Activity:
Filter these entries, keeping only lines that hold the word "امام".

Stored items
══════

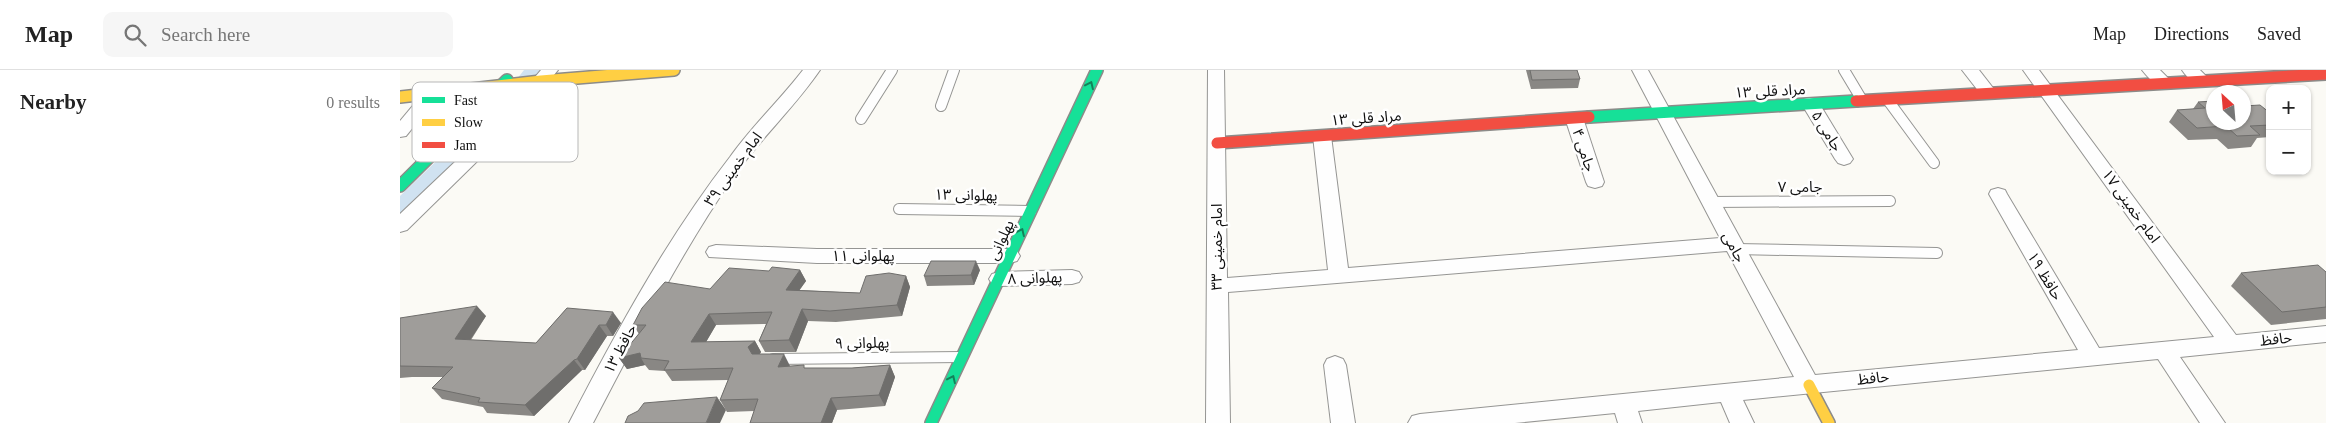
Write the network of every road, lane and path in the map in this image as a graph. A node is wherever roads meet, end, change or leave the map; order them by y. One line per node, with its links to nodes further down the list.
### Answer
1 (516, 70): 18 (street)
2 (674, 70): 16 (street)
3 (812, 70): 50 (street, امام خمینی ۳۹)
4 (892, 70): 30 (lane)
5 (954, 70): 26 (lane)
6 (1098, 70): 44 (street, پهلوانی, one-way to 6)
7 (1216, 70): 33 (street, امام خمینی ۳۳)
8 (1640, 70): 27 (street, جامی)
9 (1844, 70): 24 (lane)
10 (1970, 70): 22 (street)
11 (2031, 70): 21 (street, امام خمینی ۱۷)
12 (2150, 70): 20 (street)
13 (2190, 70): 17 (street)
14 (2257, 74): 15 (street, مراد قلی ۱۳); 17 (street, مراد قلی ۱۳)
15 (2326, 74)
16 (546, 76): 19 (street)
17 (2203, 81): 20 (street, مراد قلی ۱۳)
18 (506, 82)
19 (520, 82)
20 (2164, 83): 21 (street, مراد قلی ۱۳)
21 (2047, 90): 22 (street, مراد قلی ۱۳); 56 (street, امام خمینی ۱۷)
22 (1990, 93): 23 (street, مراد قلی ۱۳)
23 (1887, 99): 24 (street, مراد قلی ۱۳); 37 (lane)
24 (1862, 100): 25 (street, مراد قلی ۱۳)
25 (1810, 103): 27 (street, مراد قلی ۱۳); 34 (street, جامی ۵)
26 (941, 106)
27 (1662, 112): 29 (street, مراد قلی ۱۳); 42 (street, جامی)
28 (412, 118): 31 (street)
29 (1574, 118): 32 (street, مراد قلی ۱۳); 38 (street, جامی ۴)
30 (860, 119)
31 (400, 132)
32 (1322, 136): 33 (street, مراد قلی ۱۳); 51 (street)
33 (1216, 143): 54 (street, امام خمینی ۳۳)
34 (1844, 159)
35 (424, 162): 39 (street)
36 (466, 162): 45 (street)
37 (1934, 163)
38 (1595, 182)
39 (400, 186)
40 (1998, 194): 59 (street, حافظ ۱۹)
41 (1890, 201): 42 (lane, جامی ۷)
42 (1711, 202): 46 (street, جامی)
43 (899, 209): 44 (lane, پهلوانی ۱۳)
44 (1031, 211): 49 (street, پهلوانی, one-way to 44)
45 (400, 225)
46 (1734, 247): 48 (lane); 51 (street); 62 (street, جامی)
47 (716, 252): 49 (street, پهلوانی ۱۱)
48 (1937, 253)
49 (1010, 256): 53 (street, پهلوانی)
50 (662, 276): 66 (street, حافظ ۱۳)
51 (1339, 276): 54 (street)
52 (1072, 277): 53 (street, پهلوانی ۸)
53 (999, 279): 58 (street, پهلوانی)
54 (1217, 286): 68 (street, امام خمینی ۳۳)
55 (2326, 334): 56 (street, حافظ)
56 (2230, 343): 57 (street, حافظ)
57 (2164, 350): 59 (street, حافظ); 73 (street)
58 (962, 357): 60 (lane, پهلوانی ۹); 67 (street, پهلوانی, one-way to 58)
59 (2093, 357): 62 (street, حافظ)
60 (762, 359)
61 (1336, 365): 69 (street)
62 (1809, 385): 63 (street, حافظ); 72 (street, جامی)
63 (1728, 393): 64 (street, حافظ); 71 (street)
64 (1627, 413): 65 (street, حافظ)
65 (1531, 418): 70 (street, حافظ)
66 (581, 423)
67 (931, 423)
68 (1218, 423)
69 (1343, 423)
70 (1420, 423)
71 (1742, 423)
72 (1829, 423)
73 (2213, 423)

══════

Response:
3 (812, 70): 50 (street, امام خمینی ۳۹)
7 (1216, 70): 33 (street, امام خمینی ۳۳)
11 (2031, 70): 21 (street, امام خمینی ۱۷)
21 (2047, 90): 22 (street, مراد قلی ۱۳); 56 (street, امام خمینی ۱۷)
33 (1216, 143): 54 (street, امام خمینی ۳۳)
54 (1217, 286): 68 (street, امام خمینی ۳۳)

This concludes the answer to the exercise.